Nike, Coca-Cola Are the Brands Most Associated With the Olympics
Key Takeaways
NBC was mentioned in 5% of responses after the games concluded.
Post-Olympics, 4% of respondents mentioned sponsors Visa and Toyota.
The highest share of respondents, 1 in 3, said no brand comes to mind after this year’s event.
The 2020 Tokyo Olympics pulled lackluster viewership statistics, raising questions for brands about the value of sponsoring teams and advertising during the games. New polling conducted after the Summer Olympics suggests that for most of Team USA’s partners this year, their efforts did little to boost their recognition as symbolic brands for the games.
Before the Tokyo Games kicked off, Morning Consult gave 2,200 U.S. adults a blank space to write in the brands that come to mind when they think of the Olympics. A different group of 2,200 respondents were asked to do the same following Sunday’s closing ceremony, and not much changed (download Excel file).
Nike Inc., which has been a partner of the U.S. Olympic Committee since 2005, was the brand mentioned most often in both instances: 19 percent named the apparel company in the survey after the games, while 23 percent named it before the event.
Coca-Cola Co., the Olympics’ longest-standing partner, had the second-highest share of responses (8 percent) for an individual brand, with less than half the share of responses as Nike after the event, a decline of 2 percentage points from the pre-Olympics survey.
NBC, Visa Inc. and Toyota Motor Corp. rounded out the top five brands associated with the Olympics after the event, with little to no change in the shares of consumers who mentioned each in the surveys before and after the games. Toyota and Visa were both worldwide sponsors of Team USA and the Tokyo Olympics this year, and NBC, which broadcasts the games, was a Team USA sponsor.
However, before and after the event, the largest share of consumers -- 1 in 3 in August, and 36 percent in July -- failed to come up with any brand to list.
Jason Cieslak, president of the Pacific Rim for Omnicom Group Inc. strategic branding agency Siegel+Gale, said the Tokyo Olympics will be remembered “as the one where people started thinking they need to exercise caution when it comes to sponsorships,” due largely to its low ratings. NBC said the games drew an average of 15.6 million prime-time viewers over its 17 days, the lowest figure since NBC began broadcasting the Olympics in 1988.
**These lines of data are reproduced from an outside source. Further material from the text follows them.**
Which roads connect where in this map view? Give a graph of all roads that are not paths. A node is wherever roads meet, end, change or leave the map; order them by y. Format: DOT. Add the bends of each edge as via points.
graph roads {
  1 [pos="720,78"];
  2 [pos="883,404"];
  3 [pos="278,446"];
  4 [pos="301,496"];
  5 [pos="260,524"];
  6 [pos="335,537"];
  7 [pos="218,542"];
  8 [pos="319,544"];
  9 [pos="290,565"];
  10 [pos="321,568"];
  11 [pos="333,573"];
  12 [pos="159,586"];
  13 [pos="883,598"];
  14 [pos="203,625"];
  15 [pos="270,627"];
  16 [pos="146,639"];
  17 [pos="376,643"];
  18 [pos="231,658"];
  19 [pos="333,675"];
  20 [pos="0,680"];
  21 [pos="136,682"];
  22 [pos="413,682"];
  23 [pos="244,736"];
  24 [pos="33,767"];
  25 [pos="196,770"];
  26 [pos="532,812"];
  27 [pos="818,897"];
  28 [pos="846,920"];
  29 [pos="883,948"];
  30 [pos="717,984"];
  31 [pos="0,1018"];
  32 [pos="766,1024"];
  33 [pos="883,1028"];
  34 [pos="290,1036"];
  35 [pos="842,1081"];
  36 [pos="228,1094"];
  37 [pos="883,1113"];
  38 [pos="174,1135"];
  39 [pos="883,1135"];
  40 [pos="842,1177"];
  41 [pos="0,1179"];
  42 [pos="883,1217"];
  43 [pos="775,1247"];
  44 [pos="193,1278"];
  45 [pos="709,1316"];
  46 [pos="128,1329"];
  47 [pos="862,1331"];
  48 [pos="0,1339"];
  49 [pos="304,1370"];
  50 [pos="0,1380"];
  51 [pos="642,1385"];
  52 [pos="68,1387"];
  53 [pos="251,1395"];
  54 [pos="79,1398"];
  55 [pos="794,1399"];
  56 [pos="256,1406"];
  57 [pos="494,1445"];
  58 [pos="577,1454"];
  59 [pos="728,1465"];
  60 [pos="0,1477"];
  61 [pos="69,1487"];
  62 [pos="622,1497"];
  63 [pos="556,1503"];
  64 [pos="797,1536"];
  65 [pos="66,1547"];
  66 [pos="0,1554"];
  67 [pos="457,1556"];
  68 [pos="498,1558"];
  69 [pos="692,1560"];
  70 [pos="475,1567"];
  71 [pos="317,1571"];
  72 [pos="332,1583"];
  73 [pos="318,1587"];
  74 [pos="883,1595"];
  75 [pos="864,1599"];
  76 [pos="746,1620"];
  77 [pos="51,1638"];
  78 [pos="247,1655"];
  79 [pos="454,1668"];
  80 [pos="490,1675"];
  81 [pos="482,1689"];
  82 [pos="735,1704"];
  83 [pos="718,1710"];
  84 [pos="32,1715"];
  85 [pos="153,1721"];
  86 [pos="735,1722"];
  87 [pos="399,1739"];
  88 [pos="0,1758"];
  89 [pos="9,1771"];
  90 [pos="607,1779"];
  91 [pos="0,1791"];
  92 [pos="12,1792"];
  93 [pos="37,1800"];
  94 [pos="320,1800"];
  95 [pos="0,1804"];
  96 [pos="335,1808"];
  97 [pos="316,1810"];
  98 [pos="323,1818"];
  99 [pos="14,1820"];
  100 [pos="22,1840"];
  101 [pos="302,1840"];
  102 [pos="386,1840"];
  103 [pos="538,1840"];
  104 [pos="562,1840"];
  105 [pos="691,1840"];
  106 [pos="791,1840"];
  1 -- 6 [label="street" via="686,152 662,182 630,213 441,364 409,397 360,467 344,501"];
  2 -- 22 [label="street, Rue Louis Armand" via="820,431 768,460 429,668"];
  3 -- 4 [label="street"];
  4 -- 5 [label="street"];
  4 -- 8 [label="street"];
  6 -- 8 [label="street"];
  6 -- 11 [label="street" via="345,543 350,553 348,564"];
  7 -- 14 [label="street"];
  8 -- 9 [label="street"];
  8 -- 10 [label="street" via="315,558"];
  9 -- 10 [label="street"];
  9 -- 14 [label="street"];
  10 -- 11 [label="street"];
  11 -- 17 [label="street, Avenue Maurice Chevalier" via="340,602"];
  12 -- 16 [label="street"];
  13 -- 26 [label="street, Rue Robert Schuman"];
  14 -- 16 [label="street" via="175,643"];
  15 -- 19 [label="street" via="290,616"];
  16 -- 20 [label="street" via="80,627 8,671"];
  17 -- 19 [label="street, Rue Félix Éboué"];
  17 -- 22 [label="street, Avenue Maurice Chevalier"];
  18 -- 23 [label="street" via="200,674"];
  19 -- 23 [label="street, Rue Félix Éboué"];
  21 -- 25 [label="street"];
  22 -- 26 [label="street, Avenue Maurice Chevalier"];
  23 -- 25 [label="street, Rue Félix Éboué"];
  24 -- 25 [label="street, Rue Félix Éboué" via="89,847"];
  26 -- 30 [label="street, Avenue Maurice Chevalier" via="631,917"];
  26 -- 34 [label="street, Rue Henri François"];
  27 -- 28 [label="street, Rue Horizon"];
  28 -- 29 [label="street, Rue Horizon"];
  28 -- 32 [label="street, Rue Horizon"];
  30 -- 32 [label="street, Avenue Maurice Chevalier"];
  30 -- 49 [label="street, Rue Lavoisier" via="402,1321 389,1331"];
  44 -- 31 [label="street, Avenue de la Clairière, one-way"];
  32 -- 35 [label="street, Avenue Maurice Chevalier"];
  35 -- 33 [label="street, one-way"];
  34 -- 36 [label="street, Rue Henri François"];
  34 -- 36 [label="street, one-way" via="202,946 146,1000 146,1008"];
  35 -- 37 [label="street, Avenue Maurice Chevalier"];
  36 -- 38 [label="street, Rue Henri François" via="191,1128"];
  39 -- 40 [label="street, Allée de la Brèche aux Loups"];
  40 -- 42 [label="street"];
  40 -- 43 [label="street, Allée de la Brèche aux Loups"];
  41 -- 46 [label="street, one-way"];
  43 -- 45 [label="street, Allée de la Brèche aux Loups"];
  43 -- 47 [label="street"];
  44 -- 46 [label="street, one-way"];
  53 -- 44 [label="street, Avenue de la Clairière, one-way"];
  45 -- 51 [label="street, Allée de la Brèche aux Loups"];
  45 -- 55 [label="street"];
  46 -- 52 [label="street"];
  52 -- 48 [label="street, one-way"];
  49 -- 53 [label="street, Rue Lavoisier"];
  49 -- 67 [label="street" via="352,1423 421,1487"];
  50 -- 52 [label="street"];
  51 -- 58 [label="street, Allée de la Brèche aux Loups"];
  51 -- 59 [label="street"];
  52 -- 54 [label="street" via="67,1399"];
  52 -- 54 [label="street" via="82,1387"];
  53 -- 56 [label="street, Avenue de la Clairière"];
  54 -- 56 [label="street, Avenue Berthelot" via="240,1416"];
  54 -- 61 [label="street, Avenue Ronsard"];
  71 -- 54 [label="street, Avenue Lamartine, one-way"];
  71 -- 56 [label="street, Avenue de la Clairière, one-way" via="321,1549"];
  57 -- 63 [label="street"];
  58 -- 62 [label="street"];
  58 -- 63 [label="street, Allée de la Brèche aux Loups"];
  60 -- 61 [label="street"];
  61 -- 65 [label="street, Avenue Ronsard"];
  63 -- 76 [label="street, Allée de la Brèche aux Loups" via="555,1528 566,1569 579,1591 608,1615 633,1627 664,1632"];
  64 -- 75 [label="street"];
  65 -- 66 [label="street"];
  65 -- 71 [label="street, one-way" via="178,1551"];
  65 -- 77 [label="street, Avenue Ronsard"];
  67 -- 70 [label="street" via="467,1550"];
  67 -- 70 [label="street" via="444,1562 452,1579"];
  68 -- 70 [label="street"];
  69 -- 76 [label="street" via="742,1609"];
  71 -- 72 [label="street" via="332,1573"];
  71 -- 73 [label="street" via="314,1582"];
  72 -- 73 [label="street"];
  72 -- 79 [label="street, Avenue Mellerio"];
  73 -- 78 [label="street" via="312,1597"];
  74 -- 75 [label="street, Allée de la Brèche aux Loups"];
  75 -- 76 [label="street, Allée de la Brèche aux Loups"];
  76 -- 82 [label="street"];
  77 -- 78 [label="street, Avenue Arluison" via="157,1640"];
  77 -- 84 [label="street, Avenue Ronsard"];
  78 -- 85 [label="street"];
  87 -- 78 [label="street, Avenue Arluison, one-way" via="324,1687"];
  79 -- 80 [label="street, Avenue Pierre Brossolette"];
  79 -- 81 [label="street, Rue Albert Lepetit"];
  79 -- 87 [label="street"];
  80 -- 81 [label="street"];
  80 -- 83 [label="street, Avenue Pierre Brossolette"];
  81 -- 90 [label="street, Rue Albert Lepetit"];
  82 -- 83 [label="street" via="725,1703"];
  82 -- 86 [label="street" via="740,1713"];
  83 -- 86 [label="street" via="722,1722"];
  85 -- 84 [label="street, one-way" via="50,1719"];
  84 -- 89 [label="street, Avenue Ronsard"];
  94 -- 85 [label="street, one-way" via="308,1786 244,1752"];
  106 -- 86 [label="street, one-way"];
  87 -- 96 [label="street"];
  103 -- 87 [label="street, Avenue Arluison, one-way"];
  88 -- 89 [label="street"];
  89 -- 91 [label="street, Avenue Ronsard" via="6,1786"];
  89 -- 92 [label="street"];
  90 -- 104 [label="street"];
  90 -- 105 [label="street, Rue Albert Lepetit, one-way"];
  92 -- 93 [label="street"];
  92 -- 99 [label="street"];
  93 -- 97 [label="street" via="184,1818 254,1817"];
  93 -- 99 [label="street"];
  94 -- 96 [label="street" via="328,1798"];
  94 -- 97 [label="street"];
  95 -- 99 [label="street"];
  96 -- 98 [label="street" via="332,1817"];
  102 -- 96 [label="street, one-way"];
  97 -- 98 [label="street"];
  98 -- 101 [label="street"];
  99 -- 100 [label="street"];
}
“Most people are going to find that this was not a good year to be an Olympic sponsor,” Cieslak said.
Declining viewership, combined with the growing number of platforms and strategies that brands can leverage in their marketing surrounding the Olympics and other major sporting events, have companies questioning the value of Olympic sponsorships, said Adam Holt, senior vice president of sales at FanAI, a marketing platform that measures the impact and return on investment of sports and entertainment sponsorships.
The Morning Consult surveys suggest that’s likely wise, given the fact that only a select few brands seem to have left a mark on consumers over the course of many years of sponsorships.
Instead of sponsoring the games or entire teams, Holt said brands should consider partnering with individual athletes. While those opportunities might be limited during the event, online conversations about the Olympics -- and, to an even greater extent, their participants -- occur long before and after the broadcast.
“Athletes are media entities and brands themselves,” Holt said. “The Olympics only last for two weeks, but these athletes have voices and platforms year-round.”
Newer brands are gravitating away from the Olympics, and with good reason, Cieslak said. Take first-time sponsor Airbnb Inc., for instance, which got “completely whipsawed” this year, he said, due to travel restrictions: Less than 1 percent of U.S. adults thought of the home-sharing platform in conjunction with the international sporting event, despite its position as a worldwide Olympic partner thanks to a nine-year deal it signed with the International Olympic Committee in 2019.
Cieslak said up-and-coming brands, including some of the world’s most highly regarded young companies, might not just be uninterested in the Olympics. They could be put off by them.
The IOC and the Games are generally “tainted” for some younger viewers especially, he said, given factors such as Japanese citizens’ opposition to the event amid the ongoing pandemic and the backlash over the suspension of Sha'Carri Richardson for a positive marijuana test.
“The Olympics have lost their luster as this great, global, unifying force,” Cieslak said. “A lot of younger, less mature brands have grown up in this era where they don’t see it as having the same value. If the Olympics are going to get relevant again, there’s going to have to be a real shake-up in how the IOC sees them.”
Holt, however, cautioned that marketers shouldn’t write the Olympics off just yet. While NBC has reportedly had to renegotiate with sponsors who expected a larger audience, it remains too early to evaluate the long-term impacts of this year’s unusual event.
“There’s still something about the Olympic spectacle, a long-term gravitas that comes with it,” Holt said. “But the Olympics are going to have to work very hard to see things come back on the upward curve.”
Alyssa Meyers previously worked at Morning Consult as a reporter covering brands and marketing.